In probability exercises, dice are commonly used tools to understand random outcomes and how they relate to probabilities. A standard die is a cube with six faces, each displaying a number of dots ranging from 1 to 6. Every face is equally likely to land facing upwards, meaning each face has a probability of \(\frac{1}{6}\) when a single die is rolled.

When two dice are rolled, the scenario becomes slightly more complex, as every face of one die can pair with every face of the other die. This multiplies the number of possible results, leading to combinations that can be calculated by multiplying the number of sides on one die by the number on the other:

• 1 die: 6 outcomes
• 2 dice: \(6 \times 6 = 36\) outcomes

Understanding this principle is critical when tackling exercises that involve multiple dice, as it forms the basis for calculating further outcome probabilities.

An even sum requires that the total produced by rolling two dice is an even number. To arrive at an even result, either both dice must display an even number or both must show an odd number.

Here is a breakdown:

• Even Even Pair: (2,2), (2,4), (2,6), (4,2), (4,4), (4,6), (6,2), (6,4), (6,6)
• Odd Odd Pair: (1,1), (1,3), (1,5), (3,1), (3,3), (3,5), (5,1), (5,3), (5,5)

The total number of ways to achieve an even sum is computed by counting these pairs: 9 ways to achieve from uneven dice, 9 ways from odd dice, equaling 18 ways in total.
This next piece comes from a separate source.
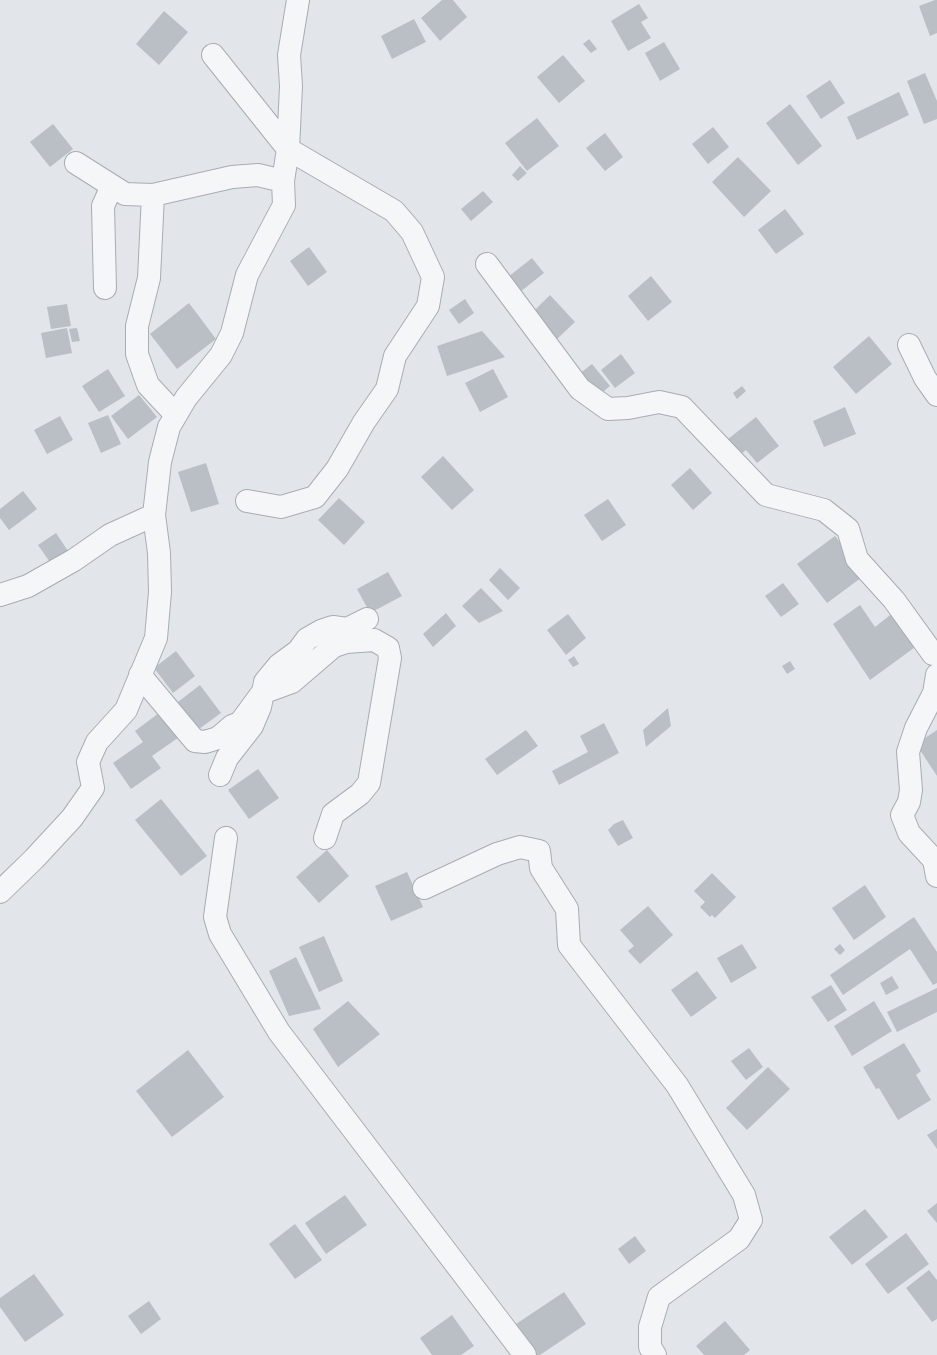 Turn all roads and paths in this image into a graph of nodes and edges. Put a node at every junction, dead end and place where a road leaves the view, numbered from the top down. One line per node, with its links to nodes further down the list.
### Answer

Recognizing these patterns—and more importantly, understanding why they yield the same results—facilitates the calculation of the probability of rolling an even sum.

Outcomes in probability refer to the possible results that can occur. In the context of rolling two dice, each individual outcome is a combination of numbers displayed on each die. There are 36 possible outcomes, derived from pairing each of the 6 sides of one die with each of the 6 sides of the other.

These outcomes are foundational to calculating probability:

• Total number of outcomes when rolling two dice: 36
• Favorable outcomes for obtaining an even sum: 18

Once you list all possible outcomes and identify the favorable ones, the concept of probability becomes straightforward. The probability is simply the portion of these favorable events relative to the total number of outcomes. Hence, the probability that the sum is even is \[\frac{18}{36} = \frac{1}{2}\] or 50% chance. This illustrates how the systematic counting of outcomes enables understanding of the likelihood of various events.